AutoFormer: Searching Transformers for Visual Recognition (2107.00651v1)

Abstract: Recently, pure transformer-based models have shown great potentials for vision tasks such as image classification and detection. However, the design of transformer networks is challenging. It has been observed that the depth, embedding dimension, and number of heads can largely affect the performance of vision transformers. Previous models configure these dimensions based upon manual crafting. In this work, we propose a new one-shot architecture search framework, namely AutoFormer, dedicated to vision transformer search. AutoFormer entangles the weights of different blocks in the same layers during supernet training. Benefiting from the strategy, the trained supernet allows thousands of subnets to be very well-trained. Specifically, the performance of these subnets with weights inherited from the supernet is comparable to those retrained from scratch. Besides, the searched models, which we refer to AutoFormers, surpass the recent state-of-the-arts such as ViT and DeiT. In particular, AutoFormer-tiny/small/base achieve 74.7%/81.7%/82.4% top-1 accuracy on ImageNet with 5.7M/22.9M/53.7M parameters, respectively. Lastly, we verify the transferability of AutoFormer by providing the performance on downstream benchmarks and distillation experiments. Code and models are available at https://github.com/microsoft/AutoML.
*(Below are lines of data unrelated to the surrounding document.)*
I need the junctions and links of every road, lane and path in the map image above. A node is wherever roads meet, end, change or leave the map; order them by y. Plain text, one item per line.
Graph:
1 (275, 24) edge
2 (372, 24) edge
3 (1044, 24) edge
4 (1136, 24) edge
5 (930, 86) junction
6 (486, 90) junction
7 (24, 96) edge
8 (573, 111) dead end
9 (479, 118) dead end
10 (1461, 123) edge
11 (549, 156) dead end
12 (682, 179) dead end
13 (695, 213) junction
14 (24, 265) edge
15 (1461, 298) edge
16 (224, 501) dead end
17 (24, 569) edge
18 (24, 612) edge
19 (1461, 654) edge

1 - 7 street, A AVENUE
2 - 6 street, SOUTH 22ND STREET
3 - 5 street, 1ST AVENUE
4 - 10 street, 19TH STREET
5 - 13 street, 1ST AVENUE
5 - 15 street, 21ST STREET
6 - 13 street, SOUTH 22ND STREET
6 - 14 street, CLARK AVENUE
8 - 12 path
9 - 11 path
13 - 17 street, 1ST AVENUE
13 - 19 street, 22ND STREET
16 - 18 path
Overview of AutoFormer: Searching Transformers for Visual Recognition

This paper introduces AutoFormer, a novel one-shot architecture search framework specifically designed to optimize the architecture of vision transformers for tasks such as image classification and detection. Vision transformers have demonstrated significant potential due to their ability to capture long-range dependencies, yet designing these networks remains complex due to the various parameters that influence performance, such as depth, embedding dimension, and number of attention heads.

Core Contributions

The authors present AutoFormer as a dedicated solution to automate the search for optimal transformer configurations, addressing key challenges: determining the ideal balance of architectural parameters and efficiently exploring diverse model structures. AutoFormer introduces a weight entanglement strategy that enhances the training of supernets, allowing a multitude of subnets to perform comparably to those trained independently from scratch.

Key Findings

• Performance Superiority: AutoFormer outperforms state-of-the-art models like ViT and DeiT. Notably, AutoFormer-tiny, small, and base models achieve top-1 accuracies on ImageNet of 74.7\%, 81.7\%, and 82.4\% with parameters 5.7M, 22.9M, and 53.7M, respectively.
• Efficient Search: The framework efficiently identifies promising transformer architectures that fit varying resource constraints using evolutionary search strategies, capitalizing on the shared weights of the supernet.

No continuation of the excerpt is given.